More than a full semester's worth of advice on being successful in business.
When the first chapter on a course in business addresses the issue of "Not Appearing Stupid," readers might question the veracity of the contents. However, Fortune columnist Bing (Bingsop's Fables: Little Morals for Big Business, 2011, etc.) successfully combines tongue-in-cheek commentary with helpful advice on common business practices, giving readers a lighthearted yet incisive analysis of the professional world of commerce. Starting with core ideas, such as building a persona in which "craziness" is allowed (but "just a touch. Nothing more. You are simply too small, Grasshopper”), Bing also examines how to sell, market, negotiate, and manage individuals and groups. The author’s delight in his subject is apparent, though the blurred line between spoof and useful advice occasionally grates.

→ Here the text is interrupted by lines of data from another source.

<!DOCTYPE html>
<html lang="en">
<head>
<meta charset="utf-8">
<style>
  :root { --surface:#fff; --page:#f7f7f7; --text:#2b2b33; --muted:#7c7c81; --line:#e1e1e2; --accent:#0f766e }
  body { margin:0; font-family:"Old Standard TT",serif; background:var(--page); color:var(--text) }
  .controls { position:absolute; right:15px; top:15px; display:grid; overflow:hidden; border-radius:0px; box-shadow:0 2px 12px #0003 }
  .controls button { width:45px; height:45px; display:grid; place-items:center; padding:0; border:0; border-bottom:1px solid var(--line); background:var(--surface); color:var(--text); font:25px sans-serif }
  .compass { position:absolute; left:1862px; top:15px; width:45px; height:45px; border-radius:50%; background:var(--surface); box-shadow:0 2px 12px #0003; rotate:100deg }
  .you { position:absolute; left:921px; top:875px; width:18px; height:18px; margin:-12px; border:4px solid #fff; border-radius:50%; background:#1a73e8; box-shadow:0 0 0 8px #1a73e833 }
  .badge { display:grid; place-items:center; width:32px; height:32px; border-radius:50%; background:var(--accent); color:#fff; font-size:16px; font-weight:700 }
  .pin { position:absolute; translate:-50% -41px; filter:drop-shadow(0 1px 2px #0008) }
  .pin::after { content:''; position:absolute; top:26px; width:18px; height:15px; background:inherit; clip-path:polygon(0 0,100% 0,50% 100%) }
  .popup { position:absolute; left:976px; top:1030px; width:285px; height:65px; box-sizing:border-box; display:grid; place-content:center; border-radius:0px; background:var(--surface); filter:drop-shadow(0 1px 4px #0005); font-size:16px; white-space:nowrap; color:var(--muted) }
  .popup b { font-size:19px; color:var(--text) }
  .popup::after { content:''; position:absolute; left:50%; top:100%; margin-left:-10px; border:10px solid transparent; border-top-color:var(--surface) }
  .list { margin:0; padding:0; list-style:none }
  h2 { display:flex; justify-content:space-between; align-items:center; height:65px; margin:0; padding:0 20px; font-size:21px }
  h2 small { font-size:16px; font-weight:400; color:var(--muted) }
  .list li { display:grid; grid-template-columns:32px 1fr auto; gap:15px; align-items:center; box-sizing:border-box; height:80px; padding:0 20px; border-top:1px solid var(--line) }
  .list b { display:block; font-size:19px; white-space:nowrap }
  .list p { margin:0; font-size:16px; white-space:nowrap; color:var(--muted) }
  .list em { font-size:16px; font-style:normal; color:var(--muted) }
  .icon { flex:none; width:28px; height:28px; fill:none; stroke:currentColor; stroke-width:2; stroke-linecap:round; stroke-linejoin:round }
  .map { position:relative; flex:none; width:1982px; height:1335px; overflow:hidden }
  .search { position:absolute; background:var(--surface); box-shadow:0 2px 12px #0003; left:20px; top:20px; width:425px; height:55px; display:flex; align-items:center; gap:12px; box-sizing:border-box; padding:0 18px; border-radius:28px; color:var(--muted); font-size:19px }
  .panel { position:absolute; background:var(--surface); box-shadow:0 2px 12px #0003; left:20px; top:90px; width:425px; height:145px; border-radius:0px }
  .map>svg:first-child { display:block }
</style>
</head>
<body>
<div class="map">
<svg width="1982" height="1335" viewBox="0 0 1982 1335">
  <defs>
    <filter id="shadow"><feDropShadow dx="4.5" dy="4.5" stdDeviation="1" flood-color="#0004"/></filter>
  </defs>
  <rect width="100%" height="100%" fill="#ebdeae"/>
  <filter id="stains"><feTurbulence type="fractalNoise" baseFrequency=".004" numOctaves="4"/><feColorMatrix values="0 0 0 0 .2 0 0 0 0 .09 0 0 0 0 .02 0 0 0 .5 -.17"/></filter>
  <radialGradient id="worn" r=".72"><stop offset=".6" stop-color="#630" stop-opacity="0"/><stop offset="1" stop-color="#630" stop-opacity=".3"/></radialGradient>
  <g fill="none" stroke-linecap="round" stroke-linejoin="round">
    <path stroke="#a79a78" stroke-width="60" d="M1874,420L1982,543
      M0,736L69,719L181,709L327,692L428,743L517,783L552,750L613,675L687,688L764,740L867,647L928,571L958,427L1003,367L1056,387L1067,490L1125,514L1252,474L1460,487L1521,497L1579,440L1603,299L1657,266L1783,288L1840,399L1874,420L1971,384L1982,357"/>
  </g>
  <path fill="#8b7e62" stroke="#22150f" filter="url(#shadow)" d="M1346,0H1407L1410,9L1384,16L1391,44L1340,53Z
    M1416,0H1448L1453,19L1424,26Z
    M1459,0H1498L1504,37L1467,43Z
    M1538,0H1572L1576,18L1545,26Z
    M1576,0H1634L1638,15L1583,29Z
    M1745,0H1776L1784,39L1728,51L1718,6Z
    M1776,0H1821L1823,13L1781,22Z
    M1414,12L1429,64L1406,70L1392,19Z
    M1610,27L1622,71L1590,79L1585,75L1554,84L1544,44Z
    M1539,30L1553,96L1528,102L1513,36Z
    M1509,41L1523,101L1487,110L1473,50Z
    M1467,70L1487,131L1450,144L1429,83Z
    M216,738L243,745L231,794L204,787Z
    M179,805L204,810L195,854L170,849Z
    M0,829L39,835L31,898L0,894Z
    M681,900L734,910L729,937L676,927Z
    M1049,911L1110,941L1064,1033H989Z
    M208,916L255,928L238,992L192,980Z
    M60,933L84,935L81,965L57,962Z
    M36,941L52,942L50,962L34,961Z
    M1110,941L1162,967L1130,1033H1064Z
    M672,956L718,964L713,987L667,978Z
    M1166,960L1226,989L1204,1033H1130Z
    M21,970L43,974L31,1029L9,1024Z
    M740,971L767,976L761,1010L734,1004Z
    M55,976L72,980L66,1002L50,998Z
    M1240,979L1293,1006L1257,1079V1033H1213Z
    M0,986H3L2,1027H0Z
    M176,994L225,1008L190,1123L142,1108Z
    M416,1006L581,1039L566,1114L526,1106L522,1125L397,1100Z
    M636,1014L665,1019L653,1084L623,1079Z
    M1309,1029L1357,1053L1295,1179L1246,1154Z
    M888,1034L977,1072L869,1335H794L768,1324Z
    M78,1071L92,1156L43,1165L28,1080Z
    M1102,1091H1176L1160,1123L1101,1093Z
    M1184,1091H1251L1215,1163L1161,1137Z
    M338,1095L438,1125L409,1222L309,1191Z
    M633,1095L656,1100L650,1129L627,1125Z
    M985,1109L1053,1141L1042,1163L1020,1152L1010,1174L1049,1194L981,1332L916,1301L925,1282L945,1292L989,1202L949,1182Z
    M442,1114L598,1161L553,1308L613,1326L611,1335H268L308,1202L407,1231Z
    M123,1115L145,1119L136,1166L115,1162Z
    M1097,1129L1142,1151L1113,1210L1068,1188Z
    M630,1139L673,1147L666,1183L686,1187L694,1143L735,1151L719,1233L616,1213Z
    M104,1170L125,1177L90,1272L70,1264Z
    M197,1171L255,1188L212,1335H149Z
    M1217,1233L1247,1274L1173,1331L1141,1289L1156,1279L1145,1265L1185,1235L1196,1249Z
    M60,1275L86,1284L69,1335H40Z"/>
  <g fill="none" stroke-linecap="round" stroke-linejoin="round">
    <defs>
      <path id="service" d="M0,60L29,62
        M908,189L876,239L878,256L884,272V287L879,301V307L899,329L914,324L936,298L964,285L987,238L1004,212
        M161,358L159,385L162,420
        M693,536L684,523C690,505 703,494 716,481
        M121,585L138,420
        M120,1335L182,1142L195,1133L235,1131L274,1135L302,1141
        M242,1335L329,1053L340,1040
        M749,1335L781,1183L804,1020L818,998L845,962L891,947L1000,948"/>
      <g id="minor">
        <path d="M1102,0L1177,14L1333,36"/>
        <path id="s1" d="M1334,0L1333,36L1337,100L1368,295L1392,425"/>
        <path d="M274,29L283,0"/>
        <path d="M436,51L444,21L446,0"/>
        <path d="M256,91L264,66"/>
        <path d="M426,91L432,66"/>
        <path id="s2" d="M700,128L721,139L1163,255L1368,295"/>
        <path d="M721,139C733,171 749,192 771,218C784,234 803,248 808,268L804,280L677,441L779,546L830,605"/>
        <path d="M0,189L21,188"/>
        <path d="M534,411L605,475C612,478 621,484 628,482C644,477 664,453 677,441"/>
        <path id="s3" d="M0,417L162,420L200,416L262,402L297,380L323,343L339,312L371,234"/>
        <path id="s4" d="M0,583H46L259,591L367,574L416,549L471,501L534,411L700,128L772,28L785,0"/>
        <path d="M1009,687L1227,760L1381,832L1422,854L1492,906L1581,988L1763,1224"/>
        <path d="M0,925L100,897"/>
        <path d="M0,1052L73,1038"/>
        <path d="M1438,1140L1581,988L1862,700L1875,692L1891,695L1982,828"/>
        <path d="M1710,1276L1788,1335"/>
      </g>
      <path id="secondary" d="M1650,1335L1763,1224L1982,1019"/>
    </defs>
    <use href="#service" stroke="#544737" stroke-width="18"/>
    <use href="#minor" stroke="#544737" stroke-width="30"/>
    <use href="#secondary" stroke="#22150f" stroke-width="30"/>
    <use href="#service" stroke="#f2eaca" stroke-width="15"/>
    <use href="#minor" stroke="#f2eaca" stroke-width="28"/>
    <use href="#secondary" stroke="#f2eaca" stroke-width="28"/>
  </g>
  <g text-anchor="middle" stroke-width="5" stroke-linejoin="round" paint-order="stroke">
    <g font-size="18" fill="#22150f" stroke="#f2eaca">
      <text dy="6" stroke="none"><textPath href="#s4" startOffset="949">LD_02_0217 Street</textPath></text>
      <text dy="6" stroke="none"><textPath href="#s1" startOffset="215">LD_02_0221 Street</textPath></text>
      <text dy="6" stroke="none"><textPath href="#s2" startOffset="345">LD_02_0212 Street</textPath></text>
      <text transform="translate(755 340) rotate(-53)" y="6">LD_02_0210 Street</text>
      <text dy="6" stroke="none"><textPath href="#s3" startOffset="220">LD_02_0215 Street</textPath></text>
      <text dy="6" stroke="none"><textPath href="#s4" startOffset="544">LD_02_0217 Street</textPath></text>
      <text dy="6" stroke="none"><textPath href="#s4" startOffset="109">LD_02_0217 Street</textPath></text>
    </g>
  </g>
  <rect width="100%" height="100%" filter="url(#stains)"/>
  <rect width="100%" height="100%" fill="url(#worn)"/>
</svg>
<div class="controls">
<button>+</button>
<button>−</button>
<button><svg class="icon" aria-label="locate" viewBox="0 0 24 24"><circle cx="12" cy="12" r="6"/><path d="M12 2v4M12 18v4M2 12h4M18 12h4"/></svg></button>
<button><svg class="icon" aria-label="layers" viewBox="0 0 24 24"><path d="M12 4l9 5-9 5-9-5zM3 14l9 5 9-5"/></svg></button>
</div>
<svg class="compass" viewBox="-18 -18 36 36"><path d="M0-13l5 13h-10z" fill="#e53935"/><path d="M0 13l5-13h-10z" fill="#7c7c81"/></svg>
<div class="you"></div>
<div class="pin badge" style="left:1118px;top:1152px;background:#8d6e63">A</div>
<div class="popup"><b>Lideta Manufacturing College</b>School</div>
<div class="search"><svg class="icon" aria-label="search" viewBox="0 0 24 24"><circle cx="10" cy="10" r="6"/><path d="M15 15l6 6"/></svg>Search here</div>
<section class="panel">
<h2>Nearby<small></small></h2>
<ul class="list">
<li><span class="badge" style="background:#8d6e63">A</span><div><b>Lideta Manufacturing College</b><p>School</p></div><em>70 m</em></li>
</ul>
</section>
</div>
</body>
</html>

Once readers have mastered Bing’s basic principles, they are encouraged to continue on to the advanced curriculum, where topics include crisis management, how to sell yourself as a brand and develop a campaign to sell that brand, how to control the flood of electronic communications and how to interact with the seven kinds of crazy people you might encounter in the workplace. Illustrated with numerous photographs, charts, tables, graphs and formulas, where the math doesn't always add up, Bing provides tutorials and "elective" subjects that, while not mandatory, will "prepare the student for the moment when their mortarboard comes down and the rubber soles hit the road." These include the pros and cons of sex at the office, the care and feeding of senior officers, and a basic analysis of whiskey and cigars. A diploma from the “National Association for Serious Studies” concludes the book.
Humorous, mostly informative guidance to the world of the “business arts.”